The front end of the new Audi TT has dominant horizontals. The Singleframe grille is broad and flat. Two contours form a V-pattern over the bonnet. The position of the four rings is also new - they now sit centrally on the hood, echoing the R8.

Struts divide up the large air inlets. The headlights repeat this motif - they are structured with divider struts acting as reflectors for the daytime running light. Audi can supply the headlights as an option with LED technology or its pioneering Matrix LED technology, where controllable individual light-emitting diodes generate the main beam.

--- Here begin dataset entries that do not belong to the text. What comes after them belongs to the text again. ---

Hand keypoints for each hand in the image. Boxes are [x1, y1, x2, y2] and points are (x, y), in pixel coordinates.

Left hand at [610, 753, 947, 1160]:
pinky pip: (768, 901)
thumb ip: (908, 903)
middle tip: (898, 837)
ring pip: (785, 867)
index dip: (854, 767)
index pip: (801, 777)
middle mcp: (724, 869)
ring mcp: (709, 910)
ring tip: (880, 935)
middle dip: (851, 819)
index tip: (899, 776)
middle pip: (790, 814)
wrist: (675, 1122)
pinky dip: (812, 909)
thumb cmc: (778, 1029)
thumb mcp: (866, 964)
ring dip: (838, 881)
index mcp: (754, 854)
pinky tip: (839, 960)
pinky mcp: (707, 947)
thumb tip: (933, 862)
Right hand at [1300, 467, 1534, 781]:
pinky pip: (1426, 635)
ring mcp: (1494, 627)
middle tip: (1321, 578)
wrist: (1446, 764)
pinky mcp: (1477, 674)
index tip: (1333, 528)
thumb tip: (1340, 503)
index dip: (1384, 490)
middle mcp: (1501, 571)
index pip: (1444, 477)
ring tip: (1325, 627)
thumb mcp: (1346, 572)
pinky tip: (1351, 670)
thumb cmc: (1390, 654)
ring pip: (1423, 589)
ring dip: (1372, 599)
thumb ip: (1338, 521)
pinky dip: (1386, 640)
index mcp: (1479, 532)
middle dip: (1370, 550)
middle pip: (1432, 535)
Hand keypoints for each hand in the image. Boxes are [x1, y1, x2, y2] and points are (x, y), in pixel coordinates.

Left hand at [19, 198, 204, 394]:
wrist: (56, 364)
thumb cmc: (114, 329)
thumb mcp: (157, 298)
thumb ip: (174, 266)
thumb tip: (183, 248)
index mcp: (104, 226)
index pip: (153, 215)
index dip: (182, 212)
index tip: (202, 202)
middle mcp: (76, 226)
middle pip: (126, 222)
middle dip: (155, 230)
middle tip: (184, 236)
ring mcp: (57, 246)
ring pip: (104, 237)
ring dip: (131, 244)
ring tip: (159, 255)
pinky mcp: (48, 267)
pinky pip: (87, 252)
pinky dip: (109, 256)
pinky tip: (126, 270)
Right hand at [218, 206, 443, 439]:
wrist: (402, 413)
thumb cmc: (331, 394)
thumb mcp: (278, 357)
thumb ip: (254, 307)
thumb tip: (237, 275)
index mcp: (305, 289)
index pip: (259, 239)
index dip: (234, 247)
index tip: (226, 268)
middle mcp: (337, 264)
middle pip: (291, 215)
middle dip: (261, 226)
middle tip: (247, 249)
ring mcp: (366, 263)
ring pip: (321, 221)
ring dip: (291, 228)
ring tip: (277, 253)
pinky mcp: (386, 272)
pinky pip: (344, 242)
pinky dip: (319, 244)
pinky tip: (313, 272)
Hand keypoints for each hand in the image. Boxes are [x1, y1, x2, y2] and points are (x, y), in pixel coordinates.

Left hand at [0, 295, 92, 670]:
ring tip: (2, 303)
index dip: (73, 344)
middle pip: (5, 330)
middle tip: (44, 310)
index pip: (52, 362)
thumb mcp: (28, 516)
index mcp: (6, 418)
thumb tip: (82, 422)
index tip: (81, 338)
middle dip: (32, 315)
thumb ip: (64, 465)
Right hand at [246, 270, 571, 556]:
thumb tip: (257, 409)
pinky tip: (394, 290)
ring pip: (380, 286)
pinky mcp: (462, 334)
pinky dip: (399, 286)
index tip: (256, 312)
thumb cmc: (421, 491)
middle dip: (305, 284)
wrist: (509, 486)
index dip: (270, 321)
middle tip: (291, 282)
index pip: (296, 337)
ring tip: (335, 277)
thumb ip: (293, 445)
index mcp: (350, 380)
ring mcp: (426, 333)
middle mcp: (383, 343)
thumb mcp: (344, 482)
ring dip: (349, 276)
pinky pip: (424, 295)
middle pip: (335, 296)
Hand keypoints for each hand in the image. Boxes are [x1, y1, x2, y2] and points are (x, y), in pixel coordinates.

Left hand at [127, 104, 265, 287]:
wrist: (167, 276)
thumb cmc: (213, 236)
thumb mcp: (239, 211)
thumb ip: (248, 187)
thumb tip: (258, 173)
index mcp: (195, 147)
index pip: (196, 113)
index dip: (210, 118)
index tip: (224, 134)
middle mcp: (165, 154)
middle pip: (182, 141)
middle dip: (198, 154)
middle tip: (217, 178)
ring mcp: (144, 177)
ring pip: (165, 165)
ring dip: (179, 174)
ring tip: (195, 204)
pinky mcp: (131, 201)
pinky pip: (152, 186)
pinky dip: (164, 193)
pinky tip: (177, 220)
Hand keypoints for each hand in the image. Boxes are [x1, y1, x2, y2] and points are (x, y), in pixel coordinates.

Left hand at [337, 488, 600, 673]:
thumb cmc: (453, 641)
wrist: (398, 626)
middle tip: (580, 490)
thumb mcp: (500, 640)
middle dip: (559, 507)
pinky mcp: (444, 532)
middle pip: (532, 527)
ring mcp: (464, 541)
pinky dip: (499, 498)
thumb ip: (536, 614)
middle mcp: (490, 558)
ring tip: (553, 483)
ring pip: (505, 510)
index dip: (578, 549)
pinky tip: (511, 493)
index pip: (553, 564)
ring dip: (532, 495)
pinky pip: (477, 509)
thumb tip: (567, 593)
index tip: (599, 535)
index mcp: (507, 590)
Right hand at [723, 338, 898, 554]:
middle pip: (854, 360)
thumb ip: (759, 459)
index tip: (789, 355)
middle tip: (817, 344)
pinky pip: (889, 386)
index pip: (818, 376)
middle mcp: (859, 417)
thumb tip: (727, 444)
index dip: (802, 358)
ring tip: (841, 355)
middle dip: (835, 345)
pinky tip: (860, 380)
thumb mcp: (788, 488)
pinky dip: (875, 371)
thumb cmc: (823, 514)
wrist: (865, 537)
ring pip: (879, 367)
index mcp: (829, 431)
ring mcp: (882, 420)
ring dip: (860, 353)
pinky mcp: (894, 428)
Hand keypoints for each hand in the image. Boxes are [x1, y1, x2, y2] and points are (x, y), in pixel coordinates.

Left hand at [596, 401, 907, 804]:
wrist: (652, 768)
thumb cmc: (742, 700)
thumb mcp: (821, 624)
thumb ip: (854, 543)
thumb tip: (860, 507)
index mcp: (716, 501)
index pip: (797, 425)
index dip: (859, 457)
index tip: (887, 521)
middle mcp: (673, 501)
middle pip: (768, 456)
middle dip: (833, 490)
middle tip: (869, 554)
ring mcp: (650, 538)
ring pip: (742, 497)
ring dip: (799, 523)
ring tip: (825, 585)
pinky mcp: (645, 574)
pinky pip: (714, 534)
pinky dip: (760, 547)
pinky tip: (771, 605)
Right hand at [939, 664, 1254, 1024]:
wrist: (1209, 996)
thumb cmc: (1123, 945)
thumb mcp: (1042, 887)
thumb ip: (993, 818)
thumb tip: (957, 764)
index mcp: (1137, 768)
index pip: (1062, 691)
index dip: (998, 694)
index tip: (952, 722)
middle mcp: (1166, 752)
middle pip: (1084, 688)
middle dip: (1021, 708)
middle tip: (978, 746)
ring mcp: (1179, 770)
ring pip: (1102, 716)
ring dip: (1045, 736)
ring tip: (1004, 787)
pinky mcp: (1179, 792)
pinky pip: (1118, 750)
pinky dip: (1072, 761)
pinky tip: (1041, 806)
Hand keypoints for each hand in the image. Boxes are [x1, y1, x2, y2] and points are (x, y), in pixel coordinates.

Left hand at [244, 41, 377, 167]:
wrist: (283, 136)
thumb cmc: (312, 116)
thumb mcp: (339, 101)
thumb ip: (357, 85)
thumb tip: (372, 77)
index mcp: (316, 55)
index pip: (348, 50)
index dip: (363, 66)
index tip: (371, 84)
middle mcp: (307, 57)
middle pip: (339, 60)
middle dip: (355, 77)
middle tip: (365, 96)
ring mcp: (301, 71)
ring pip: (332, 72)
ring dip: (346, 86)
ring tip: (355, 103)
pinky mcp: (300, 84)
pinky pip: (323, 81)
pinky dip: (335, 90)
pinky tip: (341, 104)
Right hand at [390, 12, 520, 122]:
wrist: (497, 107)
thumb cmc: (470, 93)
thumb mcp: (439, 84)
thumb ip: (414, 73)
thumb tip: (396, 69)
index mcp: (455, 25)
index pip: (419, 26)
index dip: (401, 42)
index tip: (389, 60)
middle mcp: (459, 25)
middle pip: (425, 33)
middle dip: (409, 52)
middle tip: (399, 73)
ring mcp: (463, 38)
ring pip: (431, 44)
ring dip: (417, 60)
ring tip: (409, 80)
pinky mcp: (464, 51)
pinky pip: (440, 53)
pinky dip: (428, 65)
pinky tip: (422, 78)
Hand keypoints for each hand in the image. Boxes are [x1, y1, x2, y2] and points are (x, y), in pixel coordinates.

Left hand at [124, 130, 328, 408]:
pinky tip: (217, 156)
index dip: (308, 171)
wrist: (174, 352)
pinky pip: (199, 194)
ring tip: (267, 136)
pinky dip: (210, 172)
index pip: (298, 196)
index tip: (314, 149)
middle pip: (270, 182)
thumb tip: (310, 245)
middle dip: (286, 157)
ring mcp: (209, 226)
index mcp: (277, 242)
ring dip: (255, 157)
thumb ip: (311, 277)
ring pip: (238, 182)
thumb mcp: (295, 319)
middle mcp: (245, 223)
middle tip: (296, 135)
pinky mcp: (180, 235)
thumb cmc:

Many details of the new Coupé's profile are reminiscent of the first generation's classic design. The sill contour forms a powerful light edge and the wide wheel arches constitute distinct geometrical entities. At the front, the wheel arch intersects the bonnet join, which continues over the door as the tornado line and extends all the way to the rear. The flat greenhouse looks like an entity in its own right. The shape of the C-pillar, with a slight kink, gives the TT a powerful, athletic look and enhances the impression of tension.








At the rear, too, horizontal lines reinforce the wide and focused impression. The struts in the rear lights pick up on the headlights' motif. They remain permanently on - another Audi innovation. The third brake light with a flat strip shape links the two units on either side. All engine versions have two large, round exhaust tailpipes in the diffuser. Like all Audi S models, the TTS features four tailpipes.

Inside, too, the styling is so light it almost seems to float, evoking the clean sports car character of the new Audi TT. The centre console and door trims have flowing, matching shapes. Seen from above, the dashboard resembles the wing of an aircraft. The round air vents, a classic TT feature, have a turbine-like look and incorporate the air conditioning controls. This solution - and the elimination of the central MMI monitor, now replaced by the Audi virtual ****pit - paves the way for the dashboard's remarkably slim architecture.

Sharper lines and a more dramatic interplay between surfaces will be particularly notable features of the third generation of the Audi TT, but they only scratch the surface of a pedigree sports car that has been systematically refined in every department, both inside and out.


----------